Ag in Africa

26 November, 2006

Away from the suburbs

Filed under: apartheid, Development worker, johannesburg — Ag @ 7:47 pm

For the past week I have been travelling to different areas in and around Joburg helping to run auditions to get new actors for our NGO. We’ve been to the sorts of places that tourists never reach including Eldorado Park and Westbury Park. The first is about 20kms outside Joburg, while Wesbury Park is inside the city. They are both ‘coloured’ areas. (Under Apartheid where you lived depended on your colour, by law.)

I have to say that these were two of the grimmest places I’ve visited, ever. Areas like Soweto are poor and have rubbish infrastructure for their inhabitants, but they at least have a sense of place. I feel excited when I’m there. There are people on the streets, there’s a vibe. But Eldorado and Westbury Parks were devoid of any sense of place. I stood there, outside the community halls and watched bits of litter roll around the wide open desolate landscape.

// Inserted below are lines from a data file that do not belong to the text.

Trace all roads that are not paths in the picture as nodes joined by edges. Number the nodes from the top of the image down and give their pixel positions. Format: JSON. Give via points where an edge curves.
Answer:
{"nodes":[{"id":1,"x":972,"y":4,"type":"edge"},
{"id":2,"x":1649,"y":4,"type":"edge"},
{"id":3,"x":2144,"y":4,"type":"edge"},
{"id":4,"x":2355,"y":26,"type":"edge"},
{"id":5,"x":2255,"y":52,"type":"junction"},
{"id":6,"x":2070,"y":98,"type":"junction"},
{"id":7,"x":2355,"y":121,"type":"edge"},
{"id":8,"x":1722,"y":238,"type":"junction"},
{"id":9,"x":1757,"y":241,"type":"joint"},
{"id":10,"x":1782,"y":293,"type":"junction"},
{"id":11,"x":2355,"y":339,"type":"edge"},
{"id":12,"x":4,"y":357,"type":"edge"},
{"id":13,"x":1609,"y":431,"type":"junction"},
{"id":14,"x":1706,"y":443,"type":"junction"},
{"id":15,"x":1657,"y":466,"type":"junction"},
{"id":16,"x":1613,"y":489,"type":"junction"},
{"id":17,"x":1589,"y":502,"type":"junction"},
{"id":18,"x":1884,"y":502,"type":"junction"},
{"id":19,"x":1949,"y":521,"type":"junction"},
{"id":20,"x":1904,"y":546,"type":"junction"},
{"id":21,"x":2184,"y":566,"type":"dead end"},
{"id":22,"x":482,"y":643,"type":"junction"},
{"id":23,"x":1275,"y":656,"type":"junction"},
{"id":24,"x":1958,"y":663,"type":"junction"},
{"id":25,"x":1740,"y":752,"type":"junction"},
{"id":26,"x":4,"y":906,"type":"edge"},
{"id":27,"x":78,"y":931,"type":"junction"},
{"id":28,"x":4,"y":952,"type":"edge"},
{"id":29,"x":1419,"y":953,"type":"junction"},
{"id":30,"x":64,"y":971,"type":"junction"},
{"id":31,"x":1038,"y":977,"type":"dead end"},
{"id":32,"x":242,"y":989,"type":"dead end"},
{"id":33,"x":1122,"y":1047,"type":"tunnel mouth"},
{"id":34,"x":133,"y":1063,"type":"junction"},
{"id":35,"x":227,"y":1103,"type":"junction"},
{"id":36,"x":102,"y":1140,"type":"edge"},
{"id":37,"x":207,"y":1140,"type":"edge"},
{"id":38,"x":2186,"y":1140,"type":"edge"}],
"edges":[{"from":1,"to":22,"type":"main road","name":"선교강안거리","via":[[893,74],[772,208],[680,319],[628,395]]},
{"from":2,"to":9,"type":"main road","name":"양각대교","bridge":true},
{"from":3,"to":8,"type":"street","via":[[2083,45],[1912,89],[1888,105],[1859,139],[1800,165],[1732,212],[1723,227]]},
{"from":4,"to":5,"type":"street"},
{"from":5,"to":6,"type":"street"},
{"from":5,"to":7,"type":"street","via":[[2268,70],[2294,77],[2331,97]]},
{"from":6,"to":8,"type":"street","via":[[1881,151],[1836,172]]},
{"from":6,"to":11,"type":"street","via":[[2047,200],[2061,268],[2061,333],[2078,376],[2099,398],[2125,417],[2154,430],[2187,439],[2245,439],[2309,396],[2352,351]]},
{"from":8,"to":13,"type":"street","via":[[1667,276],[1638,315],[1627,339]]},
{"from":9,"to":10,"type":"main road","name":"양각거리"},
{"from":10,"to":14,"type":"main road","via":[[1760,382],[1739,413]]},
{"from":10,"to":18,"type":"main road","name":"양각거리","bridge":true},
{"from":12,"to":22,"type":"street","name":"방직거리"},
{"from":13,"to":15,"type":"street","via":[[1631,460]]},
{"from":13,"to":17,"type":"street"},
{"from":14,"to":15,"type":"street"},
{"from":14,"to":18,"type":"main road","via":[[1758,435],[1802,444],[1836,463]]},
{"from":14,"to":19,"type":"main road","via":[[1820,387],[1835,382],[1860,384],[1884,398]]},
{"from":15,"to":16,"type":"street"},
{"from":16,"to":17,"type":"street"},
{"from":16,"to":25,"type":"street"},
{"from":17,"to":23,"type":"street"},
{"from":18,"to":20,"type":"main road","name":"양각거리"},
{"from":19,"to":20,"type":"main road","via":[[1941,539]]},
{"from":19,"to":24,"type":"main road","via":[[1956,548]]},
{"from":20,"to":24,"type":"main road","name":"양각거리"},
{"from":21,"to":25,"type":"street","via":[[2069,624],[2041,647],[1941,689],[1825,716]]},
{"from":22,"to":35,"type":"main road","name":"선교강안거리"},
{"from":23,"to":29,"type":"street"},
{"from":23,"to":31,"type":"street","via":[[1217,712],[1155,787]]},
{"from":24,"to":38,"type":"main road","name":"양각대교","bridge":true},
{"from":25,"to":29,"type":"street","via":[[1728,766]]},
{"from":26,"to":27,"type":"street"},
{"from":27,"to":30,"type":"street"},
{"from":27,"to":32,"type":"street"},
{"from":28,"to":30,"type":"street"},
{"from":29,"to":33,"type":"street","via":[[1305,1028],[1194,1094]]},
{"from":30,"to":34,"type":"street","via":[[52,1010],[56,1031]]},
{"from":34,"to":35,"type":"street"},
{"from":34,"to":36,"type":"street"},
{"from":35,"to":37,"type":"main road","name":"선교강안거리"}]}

I tried to take pictures of Eldorado Park but they were crap because I couldn’t capture anything that expressed the emptiness. It felt like a sink estate without the grafitti, skateboards, humans or high rises.  No bleeding-edge fashion mag could ever give Eldorado Park a touch of street cool. I had a bit more luck with pictures in Westbury Park. Apologies to anyone from these areas that might read this – I can only see through outsider’s eyes.

Westbury Park
Westbury Park with a fancy suburb in the far background

Kids playing in the open space in Westbury Park
Kids playing in the open space in Westbury Park

Yeah baby!
Fantastic kids in Westbury Park


8 October, 2006

Tales from different worlds

Filed under: apartheid, johannesburg, quakers, south africa — Ag @ 2:44 pm

Today I was sitting around with various people in a Quaker meeting in Joburg. A couple of white people spoke. The first was an older man with grown up sons and daughters. He spoke of how he loved South Africa, its lands and people and its chequered history. He then spoke of how he loved his children and that they no longer live in SA. He spoke of how his heart is twisted with grief by their absence. His son was out of the country for political reasons. He spoke of how his grief has expressed itself in a physical paralysis he has in his foot – he cannot walk easily, but he has no medically identifiable problem.

Then a woman about my age spoke. She told of how her only brother lives in Ireland, and that he has three children, two of whom she has never seen, and how much she misses him and yearns for him. He was out of the country for economic reasons. She said that she thought he was doing the best thing for his family by staying in Ireland and that they were very lucky to have EU passports and ‘all the freedoms and opportunities that affords’.

And I looked at these white people and felt, probably for the first time, how much the apartheid-hangover continues to wound South Africa and all of its people, of every colour. How politicized people’s private lives are. It is unthinkable that anyone I know in the UK would leave for political or even economic reasons. When they leave it is through personal choice.

I find it impossible to imagine that my government’s policies could cause me to be separated from the people I love, and I’m profoundly grateful that I am a citizen of a country where politics is a gentle, largely optional, often imperceptible sideline to the main business of living the lives we choose with the people we choose in the way we choose.